Score Sub-Task 1: 0.648
Score Sub-Task 2: 0.278


### Comparing the title-trained and the text-trained models

In the title trained model we achieved the scores: ST-1: 0.449 and ST-2: 0.121\
While in the text trained model we achieved the scores: ST-1: 0.648 and ST-2: 0.278\
for the specific train and dev sets we chose.

## 5-Fold Cross Validation
We are going to do a 5-fold cross validation to determine which of the 2 models achieves better f-1 scores for the hazard-category classification.

In [24]:
from sklearn.model_selection import cross_val_score
from sklearn.metrics import make_scorer
score_title = cross_val_score(title_clf_svm, data.title, data['hazard-category'], cv=5, scoring='f1_macro')
score_text = cross_val_score(text_clf_svm, data.text, data['hazard-category'], cv=5, scoring='f1_macro')
print(f"Title SVM average F1-score: {np.mean(score_title):.3f} ± {np.std(score_title):.3f}")
print(f"Text SVM average F1-score: {np.mean(score_text):.3f} ± {np.std(score_text):.3f}")

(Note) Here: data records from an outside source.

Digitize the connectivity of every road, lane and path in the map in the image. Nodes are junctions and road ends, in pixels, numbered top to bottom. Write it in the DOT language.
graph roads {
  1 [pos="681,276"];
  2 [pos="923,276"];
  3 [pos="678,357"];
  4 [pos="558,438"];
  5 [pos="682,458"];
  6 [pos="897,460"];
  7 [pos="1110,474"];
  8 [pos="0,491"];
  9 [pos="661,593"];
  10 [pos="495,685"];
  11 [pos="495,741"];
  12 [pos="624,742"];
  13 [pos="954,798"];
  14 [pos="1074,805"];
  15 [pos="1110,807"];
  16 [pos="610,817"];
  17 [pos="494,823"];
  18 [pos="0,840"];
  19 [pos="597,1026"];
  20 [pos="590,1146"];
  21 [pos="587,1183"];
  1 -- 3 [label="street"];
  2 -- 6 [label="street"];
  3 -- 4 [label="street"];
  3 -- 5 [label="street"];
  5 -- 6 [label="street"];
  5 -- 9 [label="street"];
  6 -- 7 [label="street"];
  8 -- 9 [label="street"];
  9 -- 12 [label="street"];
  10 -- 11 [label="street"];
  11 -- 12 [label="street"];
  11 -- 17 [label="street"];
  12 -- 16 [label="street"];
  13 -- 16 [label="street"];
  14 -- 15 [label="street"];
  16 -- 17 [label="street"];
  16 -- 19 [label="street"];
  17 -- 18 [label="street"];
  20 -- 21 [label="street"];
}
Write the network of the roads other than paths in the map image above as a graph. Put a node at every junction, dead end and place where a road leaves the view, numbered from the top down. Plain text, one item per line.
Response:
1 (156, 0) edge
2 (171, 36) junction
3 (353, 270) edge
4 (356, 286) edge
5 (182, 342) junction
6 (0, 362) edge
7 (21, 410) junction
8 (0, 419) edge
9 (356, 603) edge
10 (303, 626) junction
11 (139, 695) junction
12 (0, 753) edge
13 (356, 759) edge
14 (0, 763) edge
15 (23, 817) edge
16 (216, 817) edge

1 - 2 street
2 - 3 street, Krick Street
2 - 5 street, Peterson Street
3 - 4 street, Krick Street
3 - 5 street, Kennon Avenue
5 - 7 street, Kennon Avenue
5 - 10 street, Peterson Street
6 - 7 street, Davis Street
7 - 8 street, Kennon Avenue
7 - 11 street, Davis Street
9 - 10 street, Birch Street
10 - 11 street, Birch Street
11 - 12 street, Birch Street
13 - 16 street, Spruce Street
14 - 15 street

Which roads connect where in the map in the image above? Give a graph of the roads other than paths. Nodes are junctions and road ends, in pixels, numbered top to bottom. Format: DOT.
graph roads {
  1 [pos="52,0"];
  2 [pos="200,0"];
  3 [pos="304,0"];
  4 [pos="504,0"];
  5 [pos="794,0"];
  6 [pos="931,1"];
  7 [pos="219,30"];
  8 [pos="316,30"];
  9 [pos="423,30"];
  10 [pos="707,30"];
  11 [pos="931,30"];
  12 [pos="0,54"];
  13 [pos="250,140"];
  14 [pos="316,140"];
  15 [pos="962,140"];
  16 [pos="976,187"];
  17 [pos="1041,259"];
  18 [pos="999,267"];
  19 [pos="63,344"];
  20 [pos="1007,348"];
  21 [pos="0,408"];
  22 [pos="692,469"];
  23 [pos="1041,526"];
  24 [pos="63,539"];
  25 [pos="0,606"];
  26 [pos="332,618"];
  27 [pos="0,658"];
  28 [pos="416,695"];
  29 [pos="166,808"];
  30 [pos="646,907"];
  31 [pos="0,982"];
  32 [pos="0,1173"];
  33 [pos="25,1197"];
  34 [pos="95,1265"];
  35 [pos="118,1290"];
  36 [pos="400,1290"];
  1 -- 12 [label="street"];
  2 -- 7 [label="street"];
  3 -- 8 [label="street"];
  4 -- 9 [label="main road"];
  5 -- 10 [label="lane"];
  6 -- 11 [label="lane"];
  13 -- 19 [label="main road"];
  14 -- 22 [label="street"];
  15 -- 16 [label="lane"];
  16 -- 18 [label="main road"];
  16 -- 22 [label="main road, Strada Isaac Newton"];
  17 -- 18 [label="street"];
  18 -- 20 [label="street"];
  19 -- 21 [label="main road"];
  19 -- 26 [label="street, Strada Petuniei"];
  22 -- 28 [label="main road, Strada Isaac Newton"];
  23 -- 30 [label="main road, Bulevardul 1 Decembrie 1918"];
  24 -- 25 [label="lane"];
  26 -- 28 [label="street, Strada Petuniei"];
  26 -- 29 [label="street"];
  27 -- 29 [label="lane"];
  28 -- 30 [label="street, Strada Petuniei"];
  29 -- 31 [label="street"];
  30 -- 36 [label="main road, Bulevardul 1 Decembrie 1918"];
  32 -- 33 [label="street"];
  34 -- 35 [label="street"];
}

Title SVM average F1-score: 0.594 ± 0.144
Text SVM average F1-score: 0.579 ± 0.060


### Choosing the final model
After the 5-fold cross validation we can see that the results of the 2 models are close with the text trained model having a smaller standard deviation.\
 So we will choose the text-trained svm model.